В отношении времени эта трудность даже больше, поскольку при рассмотрении
времени приходится учитывать причинность. Я воспринимаю молнию перед тем, как
воспринимаю гром. Вещь в себе А вызывает мое восприятие молнии, а другая вещь в
себе В вызывает мое восприятие грома, но А не раньше В, поскольку время
существует только в отношениях восприятий. Почему тогда две вневременные вещи А
и В производят действие в разное время? Это должно быть всецело произвольным,
если прав Кант, и тогда не должно быть отношения между А и В, соответствующего
факту, что восприятие, вызываемое А, раньше, чем восприятие, вызываемое В.

Второй метафизический аргумент утверждает, что можно представить себе, что
ничего нет в пространстве, но нельзя представить себе, что нет пространства. Мне
кажется, что серьезный аргумент не может быть основан на том, что можно и нельзя
представить. Но я подчеркиваю, что отрицаю возможность представления пустого
пространства. Вы можете представить себя смотрящим на темное облачное небо, но
тогда вы сами находитесь в пространстве и вы представляете тучи, которые не
можете видеть. Как указывал Вайнингер, пространство Канта абсолютно, подобно
пространству Ньютона, а не только система отношений. Но я не вижу, как можно
представить себе абсолютно пустое пространство.

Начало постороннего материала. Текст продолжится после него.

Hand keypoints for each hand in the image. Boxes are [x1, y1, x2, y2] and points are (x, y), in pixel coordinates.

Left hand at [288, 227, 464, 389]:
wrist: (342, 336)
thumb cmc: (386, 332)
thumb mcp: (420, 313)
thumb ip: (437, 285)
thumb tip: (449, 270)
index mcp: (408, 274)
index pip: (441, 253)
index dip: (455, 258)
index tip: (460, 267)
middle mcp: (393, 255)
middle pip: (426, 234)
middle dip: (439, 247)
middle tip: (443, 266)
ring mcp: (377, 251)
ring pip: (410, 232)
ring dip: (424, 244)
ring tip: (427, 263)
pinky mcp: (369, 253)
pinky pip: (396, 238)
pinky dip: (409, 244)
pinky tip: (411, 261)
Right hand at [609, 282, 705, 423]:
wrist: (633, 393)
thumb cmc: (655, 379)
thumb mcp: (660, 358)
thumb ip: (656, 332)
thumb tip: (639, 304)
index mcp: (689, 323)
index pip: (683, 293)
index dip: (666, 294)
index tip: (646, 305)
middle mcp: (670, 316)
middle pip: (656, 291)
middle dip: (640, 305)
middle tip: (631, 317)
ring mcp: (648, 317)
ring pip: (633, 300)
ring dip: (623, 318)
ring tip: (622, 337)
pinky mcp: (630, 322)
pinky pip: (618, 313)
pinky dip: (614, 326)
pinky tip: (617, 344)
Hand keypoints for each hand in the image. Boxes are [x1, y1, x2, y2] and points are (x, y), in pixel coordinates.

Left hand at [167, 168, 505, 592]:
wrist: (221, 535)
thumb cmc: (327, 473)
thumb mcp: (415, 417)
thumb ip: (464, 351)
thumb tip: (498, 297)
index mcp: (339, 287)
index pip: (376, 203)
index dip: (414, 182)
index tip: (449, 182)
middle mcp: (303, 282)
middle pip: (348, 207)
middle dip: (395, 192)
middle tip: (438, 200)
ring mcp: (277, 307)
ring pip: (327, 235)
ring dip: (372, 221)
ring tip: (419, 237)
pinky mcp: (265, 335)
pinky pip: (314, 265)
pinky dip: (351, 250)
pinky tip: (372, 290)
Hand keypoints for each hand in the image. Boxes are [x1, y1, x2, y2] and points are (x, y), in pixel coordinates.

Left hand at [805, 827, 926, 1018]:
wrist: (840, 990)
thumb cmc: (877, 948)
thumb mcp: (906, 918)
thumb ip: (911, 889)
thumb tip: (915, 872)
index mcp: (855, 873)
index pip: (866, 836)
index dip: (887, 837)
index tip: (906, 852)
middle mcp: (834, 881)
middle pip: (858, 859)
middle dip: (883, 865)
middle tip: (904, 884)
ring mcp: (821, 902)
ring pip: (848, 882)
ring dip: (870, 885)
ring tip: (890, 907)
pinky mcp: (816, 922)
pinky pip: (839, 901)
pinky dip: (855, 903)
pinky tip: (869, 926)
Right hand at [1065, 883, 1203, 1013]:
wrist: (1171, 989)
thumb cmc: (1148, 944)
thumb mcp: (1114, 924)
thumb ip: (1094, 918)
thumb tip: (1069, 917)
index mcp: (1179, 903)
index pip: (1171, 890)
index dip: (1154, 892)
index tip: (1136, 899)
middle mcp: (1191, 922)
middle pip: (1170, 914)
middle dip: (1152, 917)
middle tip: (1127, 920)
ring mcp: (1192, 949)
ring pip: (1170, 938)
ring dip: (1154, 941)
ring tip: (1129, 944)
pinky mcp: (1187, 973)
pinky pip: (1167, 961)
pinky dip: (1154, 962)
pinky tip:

Третий метафизический аргумент гласит: "Пространство есть не дискурсивное, или,
как говорят, общее, понятие об отношениях вещей вообще, а чисто наглядное
представление. В самом деле, можно представить себе только одно-единственное
пространство, и если говорят о многих пространствах, то под ними разумеют лишь
части одного и того же единого пространства, к тому же эти части не могут
предшествовать единому всеохватывающему пространству как его составные элементы
(из которых возможно было бы его сложение), но могут быть мыслимы только как
находящиеся в нем. Пространство существенно едино; многообразное в нем, а
следовательно, также общее понятие о пространствах вообще основывается
исключительно на ограничениях". Из этого Кант заключает, что пространство
является априорной интуицией.

Суть этого аргумента в отрицании множественности в самом пространстве. То, что
мы называем "пространствами", не являются ни примерами общего понятия
"пространства", ни частями целого. Я не знаю точно, каков, в соответствии с
Кантом, их логический статус, но, во всяком случае, они логически следуют за
пространством. Для тех, кто принимает, как делают практически в наше время все,
релятивистский взгляд на пространство, этот аргумент отпадает, поскольку ни
"пространство", ни "пространства" не могут рассматриваться как субстанции.

Четвертый метафизический аргумент касается главным образом доказательства того,
что пространство есть интуиция, а не понятие. Его посылка - "пространство
воображается (или представляется - vorgestellt) как бесконечно данная величина".
Это взгляд человека, живущего в равнинной местности, вроде той местности, где
расположен Кенигсберг. Я не вижу, как обитатель альпийских долин мог бы принять
его. Трудно понять, как нечто бесконечное может быть "дано". Я должен считать
очевидным, что часть пространства, которая дана, - это та, которая заполнена
объектами восприятия, и что для других частей мы имеем только чувство
возможности движения. И если позволительно применить такой вульгарный аргумент,
то современные астрономы утверждают, что пространство в действительности не
бесконечно, но закругляется, подобно поверхности шара.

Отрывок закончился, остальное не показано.